WHAT THE TASK ASKS
Word for word, write the records out again, but omit each picture.

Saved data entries
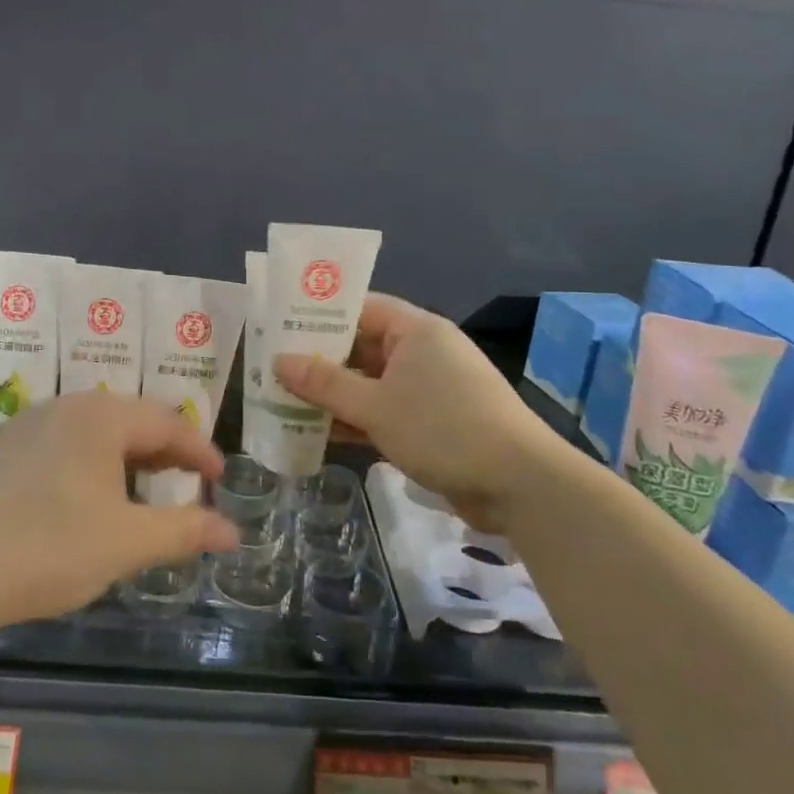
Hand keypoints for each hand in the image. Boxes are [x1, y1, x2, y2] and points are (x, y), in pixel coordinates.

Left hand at [0, 393, 237, 634]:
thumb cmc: (49, 548)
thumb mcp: (127, 542)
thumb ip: (184, 530)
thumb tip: (232, 532)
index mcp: (101, 415)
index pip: (167, 422)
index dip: (200, 450)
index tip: (222, 478)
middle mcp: (67, 406)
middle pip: (132, 420)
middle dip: (166, 451)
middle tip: (192, 482)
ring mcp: (31, 424)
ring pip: (98, 432)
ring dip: (130, 458)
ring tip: (148, 490)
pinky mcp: (6, 449)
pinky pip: (68, 444)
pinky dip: (95, 464)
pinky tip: (94, 497)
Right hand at [274, 293, 548, 529]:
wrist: (520, 485)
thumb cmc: (443, 429)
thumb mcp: (376, 406)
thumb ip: (325, 383)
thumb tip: (278, 361)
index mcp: (416, 330)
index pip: (361, 308)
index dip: (320, 315)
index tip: (280, 326)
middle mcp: (423, 352)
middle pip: (362, 347)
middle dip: (320, 360)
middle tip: (273, 367)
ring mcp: (430, 388)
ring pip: (371, 382)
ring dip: (335, 394)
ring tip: (285, 401)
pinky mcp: (433, 422)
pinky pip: (385, 410)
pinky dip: (357, 419)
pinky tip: (319, 433)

ANSWER FOR THE TASK
Hand keypoints for each hand in the image. Boxes are [x1, y1, x2, y2] and points are (x, y), in pixel coordinates.

Left hand at [0, 393, 237, 634]:
thumb cmc: (49, 548)
thumb mcp: (127, 542)
thumb ip: (184, 530)
thumb tip: (232, 532)
index mcp: (101, 415)
index pip: (167, 422)
index dip: (200, 450)
index tip: (222, 478)
middle mcp: (67, 406)
middle pip: (132, 420)
middle dip: (166, 451)
middle tip: (192, 482)
ring mcp: (31, 424)
ring pip: (98, 432)
ring dip: (130, 458)
ring tip: (148, 490)
pinky mcp: (6, 449)
pinky pip: (68, 444)
pinky dip: (95, 464)
pinky tip: (94, 497)
Right hand at [274, 293, 548, 529]:
wrist: (520, 485)
thumb cmc: (443, 429)
thumb mcp: (376, 406)
thumb ip: (325, 383)
thumb tip: (278, 361)
index mcp: (416, 330)
index pip: (361, 308)
index dip: (320, 315)
index tip: (280, 326)
middle mcp: (423, 352)
middle pip: (362, 347)
middle dip: (320, 360)
middle tip: (273, 367)
ring mcp: (430, 388)
ring pip: (371, 382)
ring dip: (335, 394)
ring tip: (285, 401)
pinky mcp: (433, 422)
pinky pip: (385, 410)
pinky dip: (357, 419)
pinky tip: (319, 433)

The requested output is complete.